EXERCISE DETAILS:
No pictures should be carried over. Output all other parts of the entries verbatim.

[Stored data entries]
^^^^

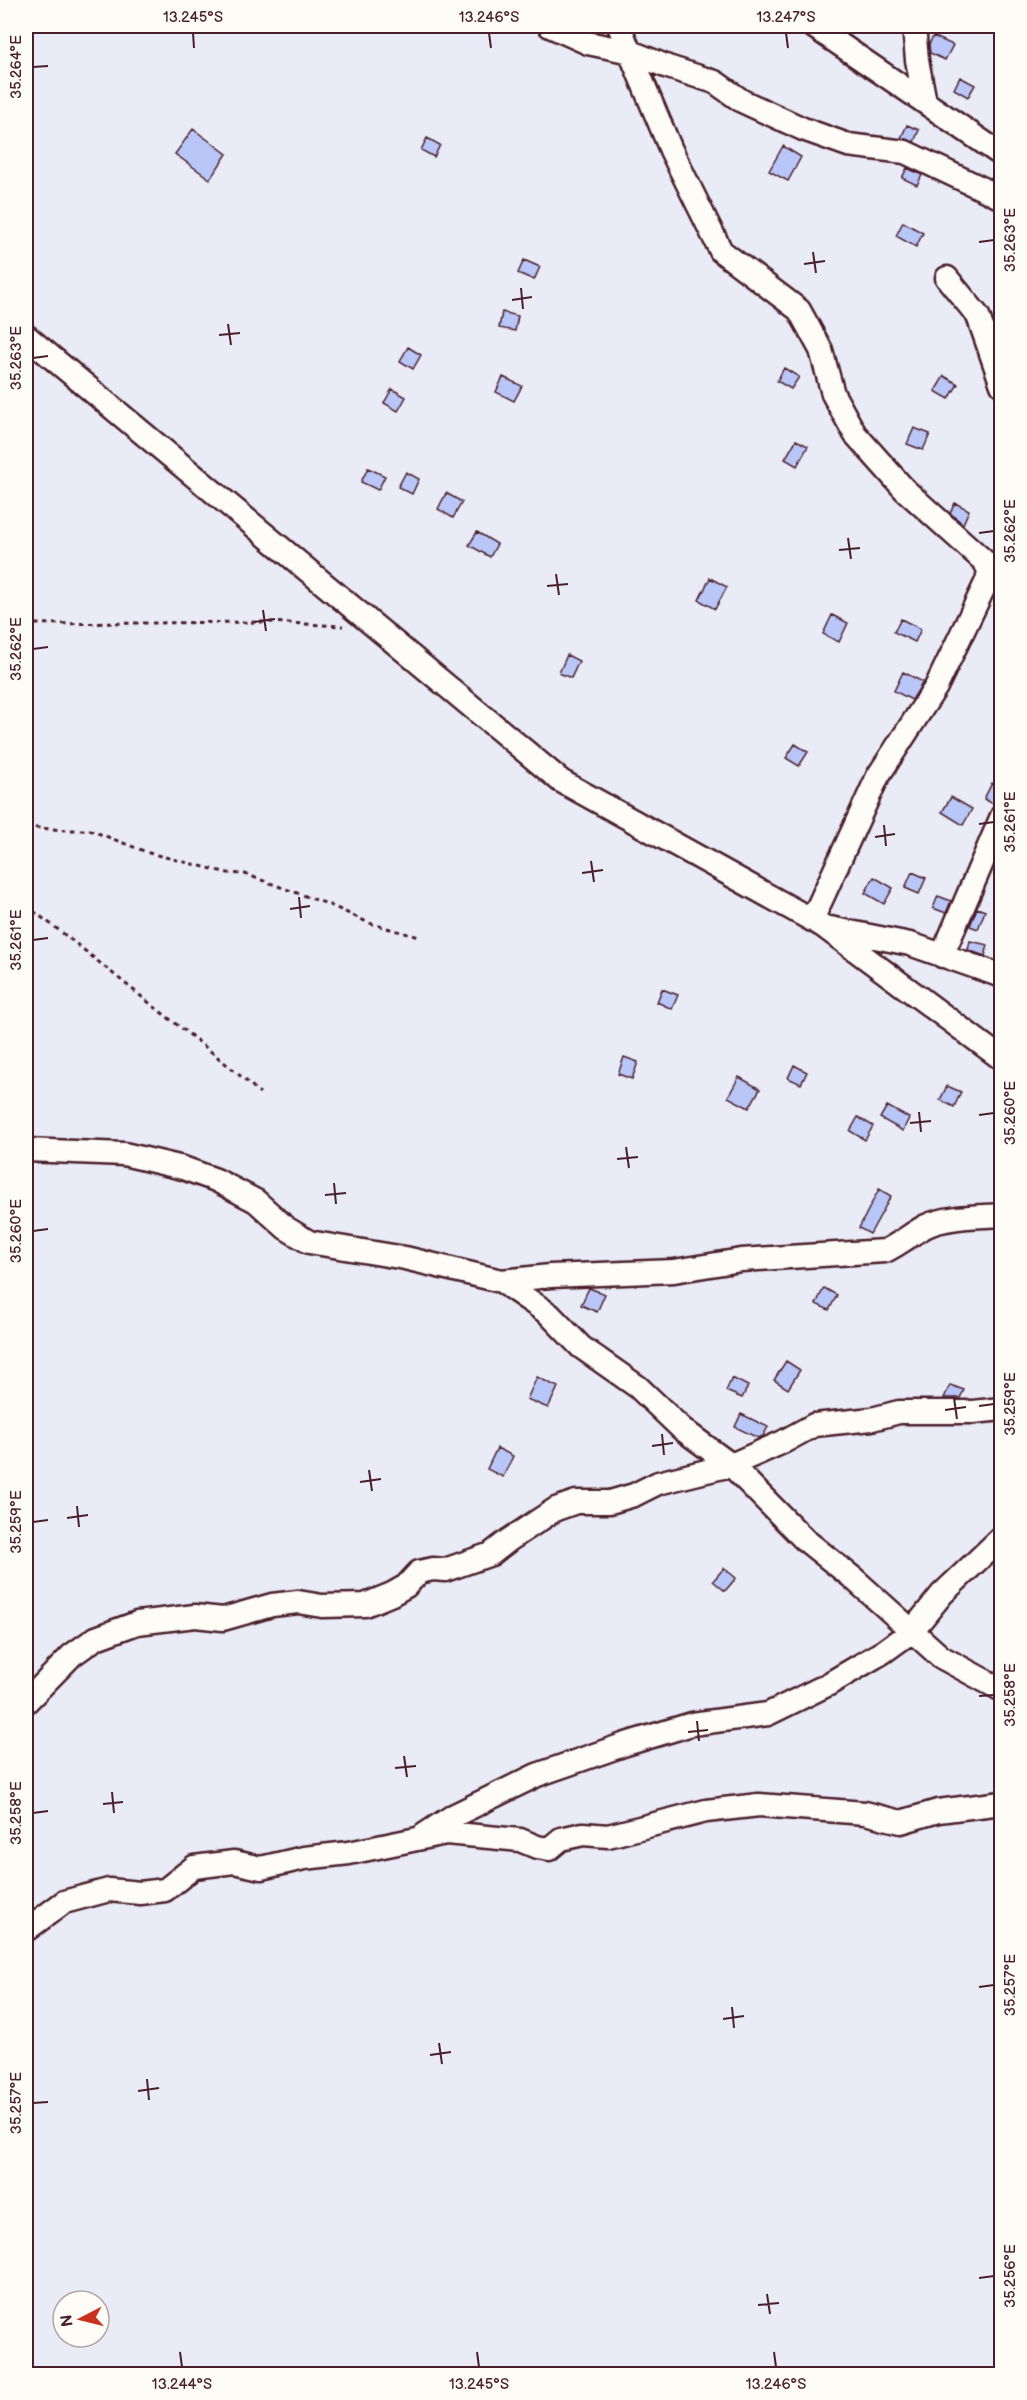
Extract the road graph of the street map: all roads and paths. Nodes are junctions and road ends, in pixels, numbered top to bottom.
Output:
1 (550, 26) edge
2 (619, 26) edge
3 (813, 26) edge
4 (914, 26) edge
5 (630, 52) junction
6 (925, 102) junction
7 (1002, 155) edge
8 (1002, 198) edge
9 (947, 278) dead end
10 (26, 336) edge
11 (1002, 385) edge
12 (26, 624) edge
13 (375, 628) junction
14 (1002, 816) edge
15 (26, 827) edge
16 (26, 906) edge
17 (818, 923) junction
18 (419, 937) dead end
19 (942, 956) junction
20 (1002, 976) edge
21 (1002, 1059) edge
22 (260, 1093) dead end
23 (26, 1150) edge
24 (1002, 1215) edge
25 (501, 1281) junction
26 (1002, 1409) edge
27 (731, 1465) junction
28 (1002, 1537) edge
29 (912, 1631) junction
30 (1002, 1690) edge
31 (26, 1702) edge
32 (1002, 1803) edge
33 (418, 1840) junction
34 (26, 1930) edge

1 - 5 street
2 - 5 street
3 - 6 street
4 - 6 street
5 - 8 street
5 - 17 street
6 - 7 street
9 - 11 street
10 - 13 street
12 - 13 path
13 - 17 street
14 - 19 street
15 - 18 path
16 - 22 path
17 - 19 street
17 - 21 street
19 - 20 street
23 - 25 street
24 - 25 street
25 - 27 street
26 - 27 street
27 - 29 street
27 - 31 street
28 - 29 street
29 - 30 street
29 - 33 street
32 - 33 street
33 - 34 street

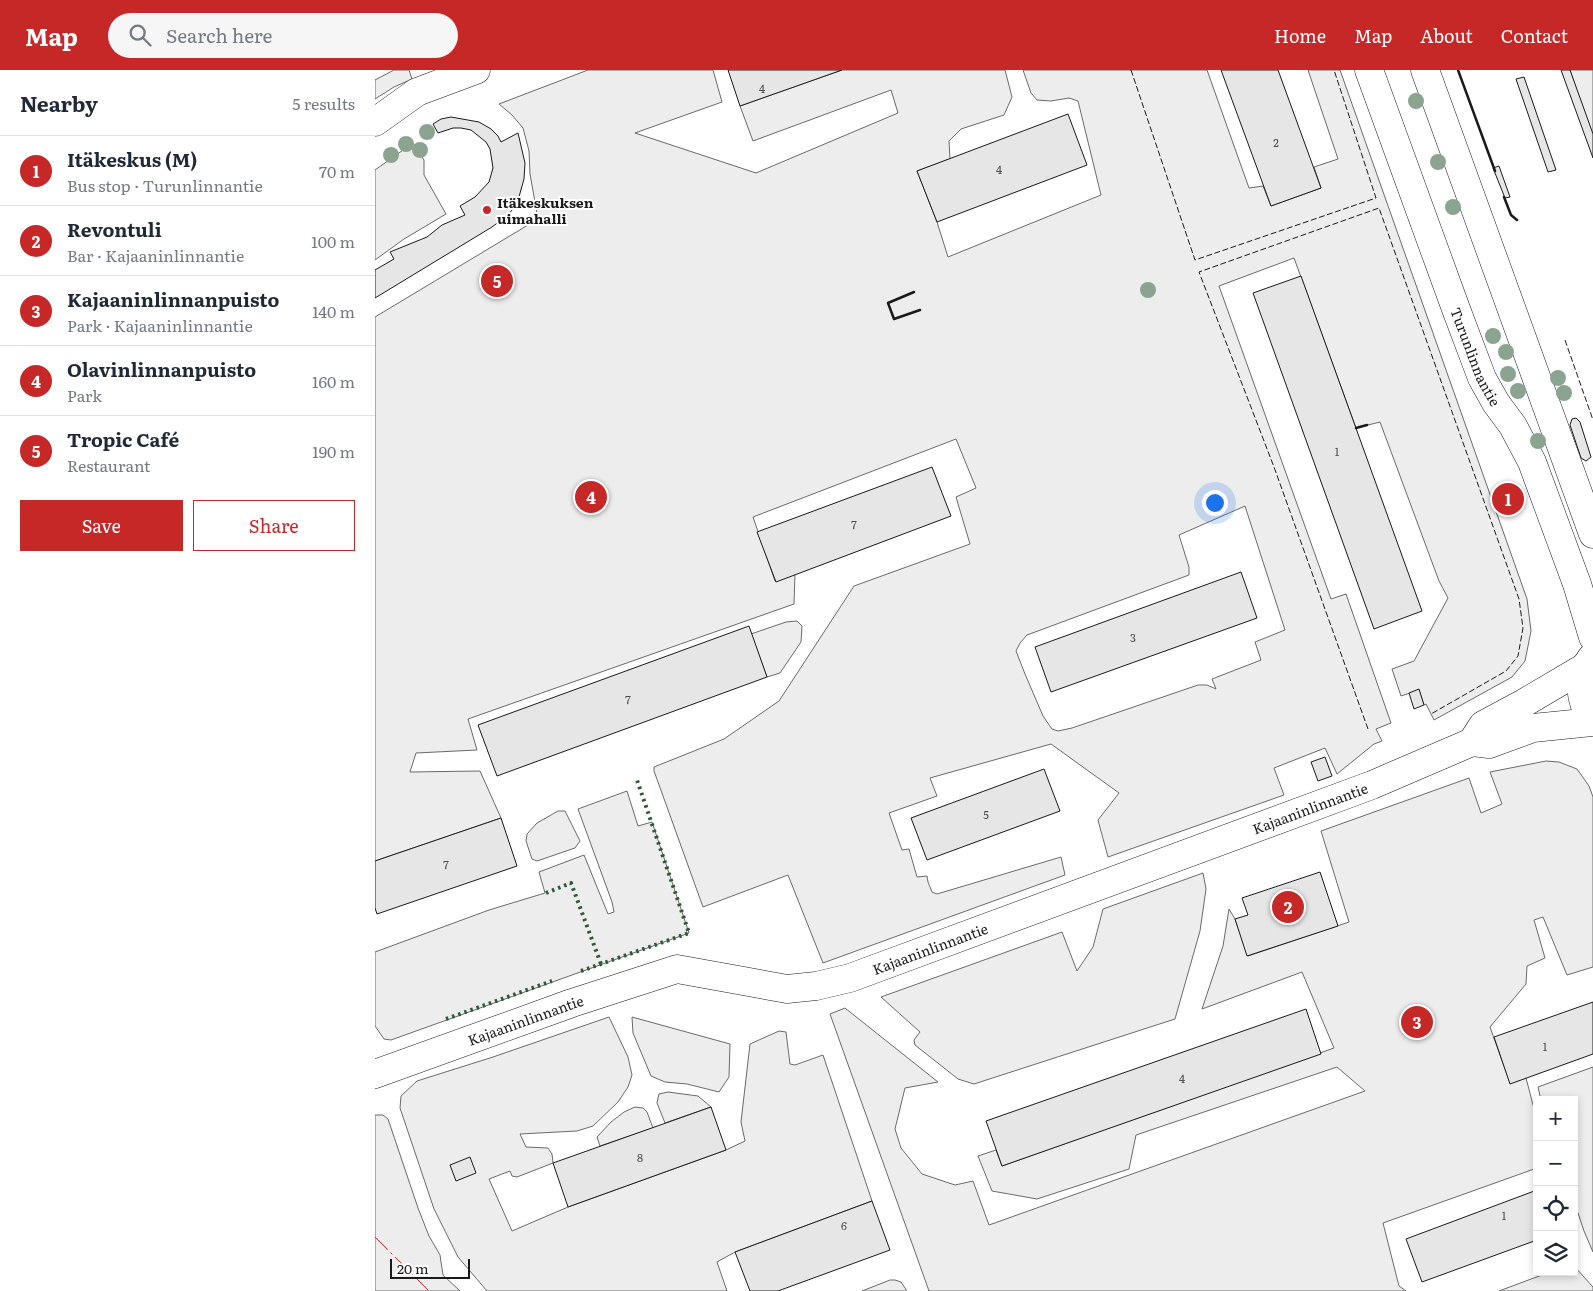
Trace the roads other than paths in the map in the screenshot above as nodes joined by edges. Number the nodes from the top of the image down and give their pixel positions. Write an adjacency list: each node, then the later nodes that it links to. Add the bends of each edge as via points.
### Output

^^^^

EXERCISE RESPONSE:
Extract the road graph of the street map: all roads and paths. Nodes are junctions and road ends, in pixels, numbered top to bottom.
Output:
1 (550, 26) edge
2 (619, 26) edge
3 (813, 26) edge
4 (914, 26) edge
5 (630, 52) junction
6 (925, 102) junction
7 (1002, 155) edge
8 (1002, 198) edge
9 (947, 278) dead end
10 (26, 336) edge
11 (1002, 385) edge
12 (26, 624) edge
13 (375, 628) junction
14 (1002, 816) edge
15 (26, 827) edge
16 (26, 906) edge
17 (818, 923) junction
18 (419, 937) dead end
19 (942, 956) junction
20 (1002, 976) edge
21 (1002, 1059) edge
22 (260, 1093) dead end
23 (26, 1150) edge
24 (1002, 1215) edge
25 (501, 1281) junction
26 (1002, 1409) edge
27 (731, 1465) junction
28 (1002, 1537) edge
29 (912, 1631) junction
30 (1002, 1690) edge
31 (26, 1702) edge
32 (1002, 1803) edge
33 (418, 1840) junction
34 (26, 1930) edge

1 - 5 street
2 - 5 street
3 - 6 street
4 - 6 street
5 - 8 street
5 - 17 street
6 - 7 street
9 - 11 street
10 - 13 street
12 - 13 path
13 - 17 street
14 - 19 street
15 - 18 path
16 - 22 path
17 - 19 street
17 - 21 street
19 - 20 street
23 - 25 street
24 - 25 street
25 - 27 street
26 - 27 street
27 - 29 street
27 - 31 street
28 - 29 street
29 - 30 street
29 - 33 street
32 - 33 street
33 - 34 street

Trace the roads other than paths in the map in the screenshot above as nodes joined by edges. Number the nodes from the top of the image down and give their pixel positions. Write an adjacency list: each node, then the later nodes that it links to. Add the bends of each edge as via points.
### Output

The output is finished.